» Problem to solve:
Once you find a line containing the word "COURT" in the entries below, copy it.

-- Entries provided follows --

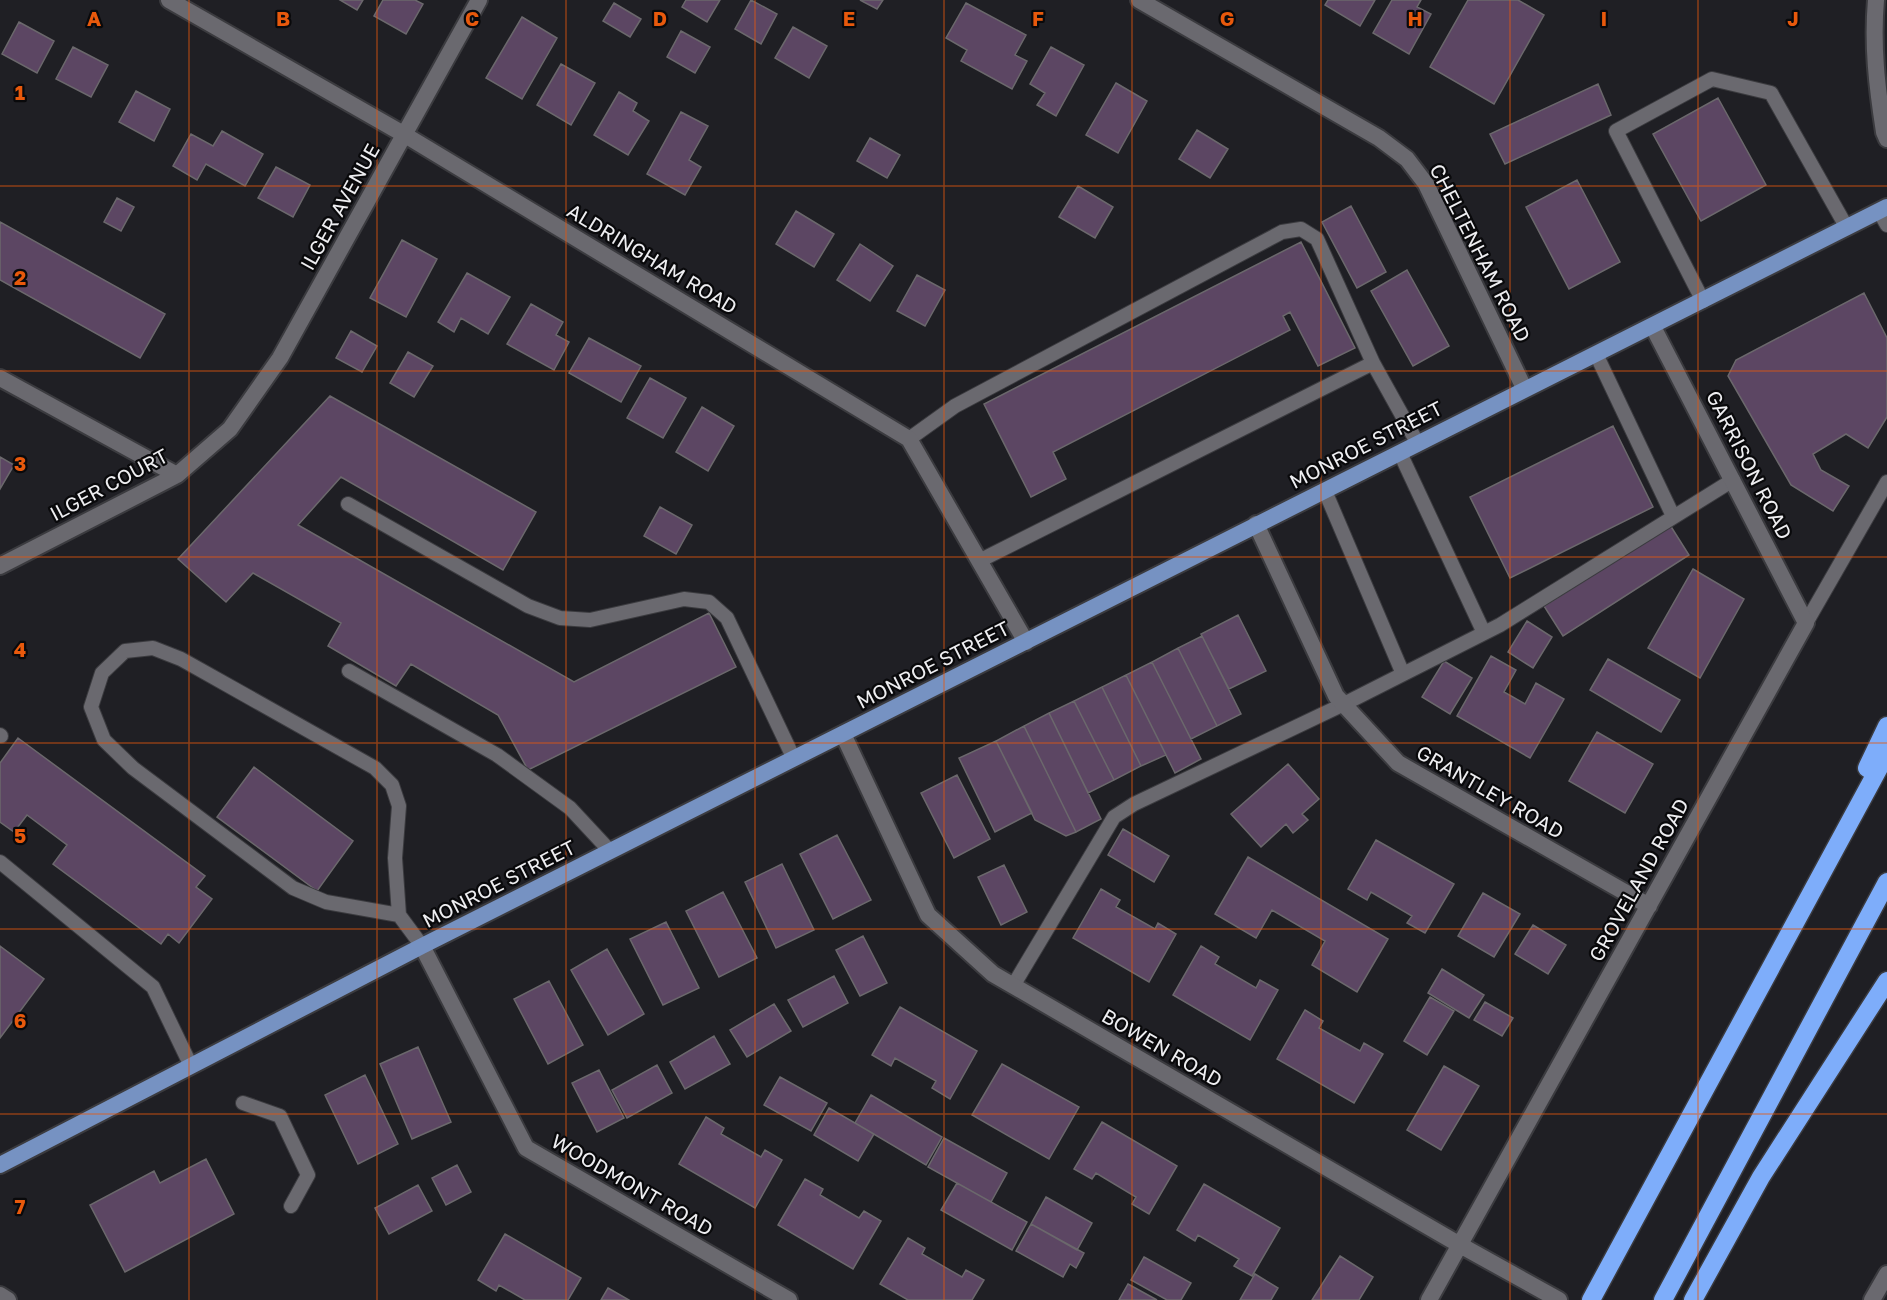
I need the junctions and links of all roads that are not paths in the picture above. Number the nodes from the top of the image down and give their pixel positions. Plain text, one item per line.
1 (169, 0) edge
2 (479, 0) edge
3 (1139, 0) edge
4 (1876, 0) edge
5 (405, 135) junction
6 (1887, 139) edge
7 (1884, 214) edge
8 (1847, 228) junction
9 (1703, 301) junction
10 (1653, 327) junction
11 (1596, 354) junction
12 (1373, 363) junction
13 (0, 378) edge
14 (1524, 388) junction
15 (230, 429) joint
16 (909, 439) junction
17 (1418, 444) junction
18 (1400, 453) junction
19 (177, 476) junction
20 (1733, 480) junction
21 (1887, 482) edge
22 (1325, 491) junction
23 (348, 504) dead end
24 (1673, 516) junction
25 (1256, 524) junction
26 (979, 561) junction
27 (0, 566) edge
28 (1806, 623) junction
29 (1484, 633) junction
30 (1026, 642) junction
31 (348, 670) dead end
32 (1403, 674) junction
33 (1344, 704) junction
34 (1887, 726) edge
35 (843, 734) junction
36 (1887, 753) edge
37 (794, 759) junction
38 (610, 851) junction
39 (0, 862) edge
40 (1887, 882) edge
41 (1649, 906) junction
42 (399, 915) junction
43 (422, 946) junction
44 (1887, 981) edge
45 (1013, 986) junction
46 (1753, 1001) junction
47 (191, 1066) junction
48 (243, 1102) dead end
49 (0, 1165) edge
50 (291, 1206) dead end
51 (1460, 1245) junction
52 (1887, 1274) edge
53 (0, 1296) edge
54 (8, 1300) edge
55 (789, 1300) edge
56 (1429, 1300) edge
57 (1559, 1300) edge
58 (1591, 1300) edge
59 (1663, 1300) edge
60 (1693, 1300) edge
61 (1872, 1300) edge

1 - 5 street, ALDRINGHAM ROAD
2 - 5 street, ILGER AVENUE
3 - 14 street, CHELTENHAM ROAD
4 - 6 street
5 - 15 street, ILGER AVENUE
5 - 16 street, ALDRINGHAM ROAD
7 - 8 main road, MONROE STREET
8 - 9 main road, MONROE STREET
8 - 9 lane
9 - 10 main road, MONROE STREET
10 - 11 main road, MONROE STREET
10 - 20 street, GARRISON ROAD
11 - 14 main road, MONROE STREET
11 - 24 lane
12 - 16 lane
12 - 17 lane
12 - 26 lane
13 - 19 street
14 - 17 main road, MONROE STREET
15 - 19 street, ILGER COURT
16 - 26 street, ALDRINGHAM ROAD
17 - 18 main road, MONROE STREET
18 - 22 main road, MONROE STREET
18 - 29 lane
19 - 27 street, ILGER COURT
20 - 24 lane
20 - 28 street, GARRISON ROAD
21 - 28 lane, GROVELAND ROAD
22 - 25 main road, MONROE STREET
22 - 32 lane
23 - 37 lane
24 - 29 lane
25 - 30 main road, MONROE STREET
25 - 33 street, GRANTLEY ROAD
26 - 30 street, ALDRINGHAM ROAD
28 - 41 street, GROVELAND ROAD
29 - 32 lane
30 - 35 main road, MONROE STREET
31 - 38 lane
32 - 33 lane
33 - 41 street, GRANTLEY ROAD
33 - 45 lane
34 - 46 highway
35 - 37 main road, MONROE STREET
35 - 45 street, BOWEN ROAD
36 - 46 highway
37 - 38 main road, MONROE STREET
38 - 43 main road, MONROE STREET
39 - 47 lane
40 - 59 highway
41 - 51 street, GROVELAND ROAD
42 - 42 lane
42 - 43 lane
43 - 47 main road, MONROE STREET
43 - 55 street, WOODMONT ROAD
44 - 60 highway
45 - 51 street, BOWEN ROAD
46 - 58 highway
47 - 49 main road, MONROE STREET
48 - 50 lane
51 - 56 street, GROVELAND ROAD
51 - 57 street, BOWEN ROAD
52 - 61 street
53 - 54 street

-- Entries provided concluded --

» Completed exercise:
15 - 19 street, ILGER COURT
19 - 27 street, ILGER COURT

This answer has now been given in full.